The Marsala wine,
which is made in the homonym town,
really needs little introduction.
It is probably better if we explain the importance and
the sorts of these aperitif and after dinner Marsala wine,
which are also drunk for the mere pleasure or in thought
They have been divided into two categories:
gold and amber,
made from yellow-gold grapes, Cataratto, Inzolia;
Damaschino, the typical Rubino,
which is made from the red Perricone,
Nero D’Avola and Nerello Mascalese grapes.
All the Marsala wine come as dry,
semi dry and sweet.
Fine (17° alcohol strength, one year’s ageing),
Vergine or Soleras (18° alcohol strength and five years ageing),
Superiore (18° alcohol strength and four year’s ageing),
Vergine Stravecchio or Riserva (18° alcohol strength and ten year’s ageing).
Some special wines can be added,
such as Garibaldi Dolce (GD) for Marsala Superiore;
Italia Particolare (IP) for Marsala Fine;
London Particular (LP) for Marsala Superiore;
Supriore Old Marsala (SOM) for Marsala Superiore;
Cremovo, Zabaione Vino Aromatizzato.
Three labels define Italian wines according to quality.

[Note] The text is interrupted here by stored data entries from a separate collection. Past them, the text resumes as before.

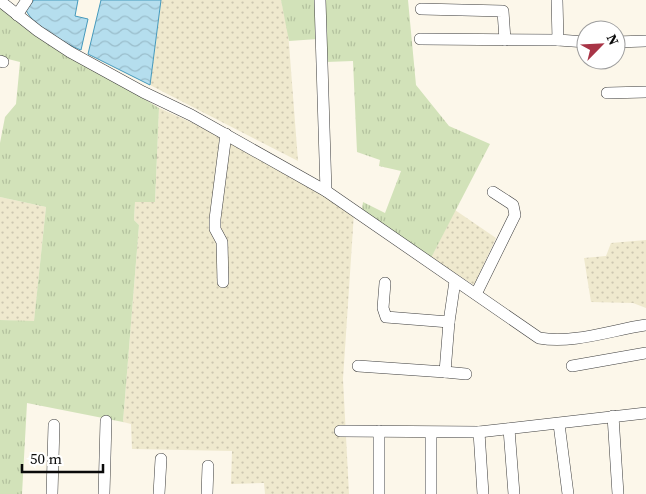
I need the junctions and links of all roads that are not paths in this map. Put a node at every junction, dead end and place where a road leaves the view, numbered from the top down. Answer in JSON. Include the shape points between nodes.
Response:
{"nodes":[{"id":1,"x":27,"y":0,"type":"edge"},
{"id":2,"x":320,"y":0,"type":"edge"},
{"id":3,"x":558,"y":0,"type":"edge"},
{"id":4,"x":0,"y":1,"type":"edge"},
{"id":5,"x":420,"y":8,"type":"dead end"},
{"id":6,"x":17,"y":15,"type":"junction"},
{"id":7,"x":420,"y":39,"type":"dead end"},
{"id":8,"x":505,"y":40,"type":"junction"},
{"id":9,"x":558,"y":40,"type":"junction"},
{"id":10,"x":576,"y":41,"type":"edge"},
{"id":11,"x":646,"y":41,"type":"edge"},
{"id":12,"x":626,"y":42,"type":"edge"},
{"id":13,"x":646,"y":92,"type":"edge"},
{"id":14,"x":607,"y":93,"type":"dead end"},
{"id":15,"x":226,"y":134,"type":"junction"},
{"id":16,"x":326,"y":192,"type":"junction"},
{"id":17,"x":493,"y":192,"type":"dead end"},
{"id":18,"x":223,"y":282,"type":"dead end"},
{"id":19,"x":455,"y":282,"type":"junction"},
{"id":20,"x":385,"y":283,"type":"dead end"},
{"id":21,"x":476,"y":294,"type":"junction"},
{"id":22,"x":449,"y":322,"type":"junction"},
{"id":23,"x":646,"y":325,"type":"edge"},
{"id":24,"x":646,"y":353,"type":"edge"},
{"id":25,"x":358,"y":366,"type":"dead end"},
{"id":26,"x":572,"y":366,"type":"dead end"},
{"id":27,"x":445,"y":372,"type":"junction"},
{"id":28,"x":466,"y":374,"type":"dead end"},
{"id":29,"x":646,"y":413,"type":"edge"},
{"id":30,"x":613,"y":416,"type":"junction"},
{"id":31,"x":106,"y":421,"type":"dead end"},
{"id":32,"x":559,"y":424,"type":"junction"},
{"id":33,"x":54,"y":425,"type":"dead end"},
{"id":34,"x":509,"y":429,"type":"junction"},
{"id":35,"x":340,"y":431,"type":"dead end"},
{"id":36,"x":379,"y":432,"type":"junction"},
{"id":37,"x":479,"y":432,"type":"junction"},
{"id":38,"x":431,"y":433,"type":"junction"},
{"id":39,"x":161,"y":459,"type":"dead end"},
{"id":40,"x":208,"y":466,"type":"dead end"},
{"id":41,"x":52,"y":494,"type":"edge"},
{"id":42,"x":104,"y":494,"type":"edge"},
{"id":43,"x":159,"y":494,"type":"edge"},
{"id":44,"x":207,"y":494,"type":"edge"},
{"id":45,"x":379,"y":494,"type":"edge"},
{"id":46,"x":431,"y":494,"type":"edge"},
{"id":47,"x":483,"y":494,"type":"edge"},
{"id":48,"x":514,"y":494,"type":"edge"},
{"id":49,"x":568,"y":494,"type":"edge"},
{"id":50,"x":618,"y":494,"type":"edge"}],
"edges":[{"from":1,"to":6,"type":"street"},
{"from":2,"to":16,"type":"street"},
{"from":3,"to":9,"type":"street"},
{"from":4,"to":6,"type":"street"},
{"from":5,"to":8,"type":"street","via":[[503,11]]},
{"from":6,"to":15,"type":"street","via":[[85,60]]},
{"from":7,"to":8,"type":"street"},
{"from":8,"to":9,"type":"street"},
{"from":9,"to":10,"type":"street"},
{"from":11,"to":12,"type":"street"},
{"from":13,"to":14,"type":"street"},
{"from":15,"to":16,"type":"street"},
{"from":15,"to":18,"type":"street","via":[[215,219],[222,242]]},
{"from":16,"to":19,"type":"street"},
{"from":17,"to":21,"type":"street","via":[[513,205],[515,215]]},
{"from":19,"to":21,"type":"street"},
{"from":19,"to":22,"type":"street"},
{"from":20,"to":22,"type":"street","via":[[383,308],[386,317]]},
{"from":21,"to":23,"type":"street","via":[[540,338],[552,340]]},
{"from":22,"to":27,"type":"street"},
{"from":24,"to":26,"type":"street"},
{"from":25,"to":27,"type":"street"},
{"from":27,"to":28,"type":"street"},
{"from":29,"to":30,"type":"street"},
{"from":30,"to":32,"type":"street"},
{"from":30,"to":50,"type":"street"},
{"from":31,"to":42,"type":"street"},
{"from":32,"to":34,"type":"street"},
{"from":32,"to":49,"type":"street"},
{"from":33,"to":41,"type":"street"},
{"from":34,"to":37,"type":"street"},
{"from":34,"to":48,"type":"street"},
{"from":35,"to":36,"type":"street"},
{"from":36,"to":38,"type":"street"},
{"from":36,"to":45,"type":"street"},
{"from":37,"to":38,"type":"street"},
{"from":37,"to":47,"type":"street"},
{"from":38,"to":46,"type":"street"},
{"from":39,"to":43,"type":"street"},
{"from":40,"to":44,"type":"street"}]}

IGT (Typical Geographic Indication) guarantees vine cultivation
according to certain regulations.
DOC (Controlled Origin Denomination) indicates conformity to
regulation on area of origin,
and production and maturation procedures.
The top label is DOCG (Guaranteed and Controlled Origin Denomination);
there are around 20 DOCG wines in Italy.